Abstract # 2264 Poster # 127:

Scheduled for Friday, June 22, 2007 05:00 PM-07:00 PM: Session 14 (South Main Hall) Poster Presentation

Temporal Correlates of Stereotypy in Garnett's Bushbaby

D. B. Hanbury, S. L. Watson and C. R. Broach
University of Southern Mississippi, Department of Psychology, Hattiesburg, MS 39406, USA
     Behavioral stereotypy is a common problem in primate facilities. Stereotypy has been extensively studied in anthropoids, but is less well characterized in prosimians. We examined whether time of day, sex, or age was related to the occurrence of behavioral stereotypies in Garnett’s bushbaby (Otolemur garnettii). Eight bushbabies at the University of Southern Mississippi were observed for twenty days while being maintained on 12:12 reverse lighting. Time of day was divided into four three-hour intervals and animals were recorded for five 15-minute blocks per interval. Stereotypy was measured with instantaneous sampling (3s intervals) and analyzed as occurrences/hour. Stereotypy was defined as repetitive side-to-side shifting, body-weaving, or pacing. Age was categorized as young (<1-10 years) and old (11-20 years). Average rate of stereotypy was highest during interval 1, steadily declining through interval 4. A significant main effect [a=0.05] was found for time [F(3,15)=3.45, p=0.044] (repeated measures ANOVA), with significantly more stereotypy occurring during T1 than T2, T3, or T4. There were no effects of sex or age.
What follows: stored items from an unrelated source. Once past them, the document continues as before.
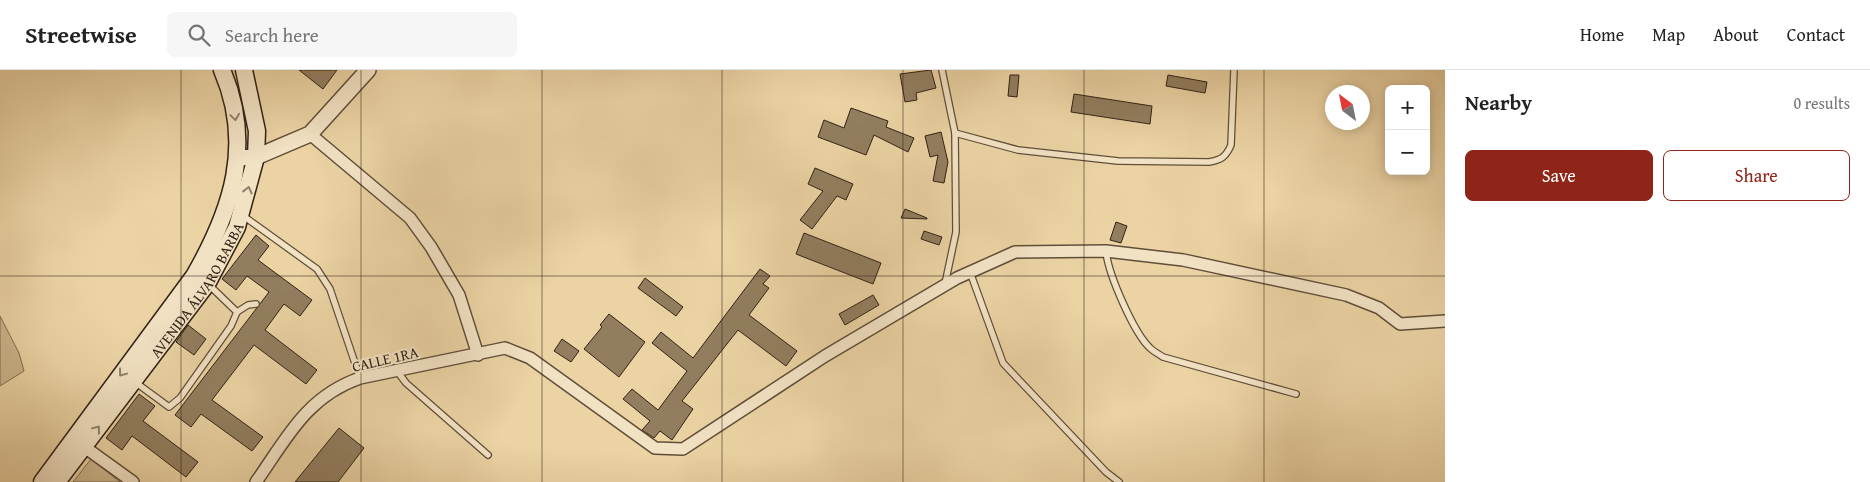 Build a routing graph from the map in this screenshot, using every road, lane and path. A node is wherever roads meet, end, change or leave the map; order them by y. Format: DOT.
graph roads {
  1 [pos="222,70"];
  2 [pos="244,70"];
  3 [pos="368,70"];
  4 [pos="942,70"];
  5 [pos="1234,70"];
  6 [pos="955,133"];
  7 [pos="310,134"];
  8 [pos="256,157"];
  9 [pos="237,158"];
  10 [pos="242,215"];
  11 [pos="1106,251"];
  12 [pos="970,272"];
  13 [pos="207,284"];
  14 [pos="944,286"];
  15 [pos="256,304"];
  16 [pos="237,312"];
  17 [pos="1445,322"];
  18 [pos="478,355"];
  19 [pos="397,371"];
  20 [pos="360,378"];
  21 [pos="134,380"];
  22 [pos="1296,394"];
  23 [pos="79,443"];
  24 [pos="488,455"];
  25 [pos="42,482"];
  26 [pos="57,482"];
  27 [pos="133,482"];
  28 [pos="256,482"];
  29 [pos="1119,482"];
  1 -- 9 [label="main road, AVENIDA ÁLVARO BARBA, one-way"];
  2 -- 8 [label="main road, AVENIDA ÁLVARO BARBA"];
  3 -- 7 [label="street"];
  4 -- 6 [label="lane"];
  5 -- 6 [label="lane"];
  6 -- 14 [label="lane"];
  7 -- 8 [label="street"];
  7 -- 18 [label="street"];
  8 -- 9 [label="street"];
  10 -- 8 [label="main road, AVENIDA ÁLVARO BARBA, one-way"];
  9 -- 23 [label="main road, AVENIDA ÁLVARO BARBA, one-way"];
  10 -- 13 [label="main road, AVENIDA ÁLVARO BARBA"];
  10 -- 20 [label="lane"];
  11 -- 12 [label="street"];
  11 -- 17 [label="street"];
  11 -- 22 [label="lane"];
  12 -- 14 [label="street"];
  12 -- 29 [label="lane"];
  13 -- 16 [label="lane"];
  13 -- 21 [label="main road, AVENIDA ÁLVARO BARBA"];
  14 -- 18 [label="street, CALLE 1RA"];
  15 -- 16 [label="lane"];
  16 -- 21 [label="lane"];
  18 -- 19 [label="street, CALLE 1RA"];
  19 -- 20 [label="street, CALLE 1RA"];
  19 -- 24 [label="lane"];
  20 -- 28 [label="street, CALLE 1RA"];
  23 -- 21 [label="main road, AVENIDA ÁLVARO BARBA, one-way"];
  23 -- 25 [label="main road, AVENIDA ÁLVARO BARBA"];
  23 -- 26 [label="main road, AVENIDA ÁLVARO BARBA"];
  23 -- 27 [label="street"];
}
Bushbabies engaged in greatest levels of stereotypy shortly after the onset of their active period. In this species, onset of the active period coincides with peak circadian cortisol secretion. The finding that high levels of stereotypy are observed during this period is consistent with the hypothesis that stereotypy is related to high levels of arousal and may serve a self-soothing function.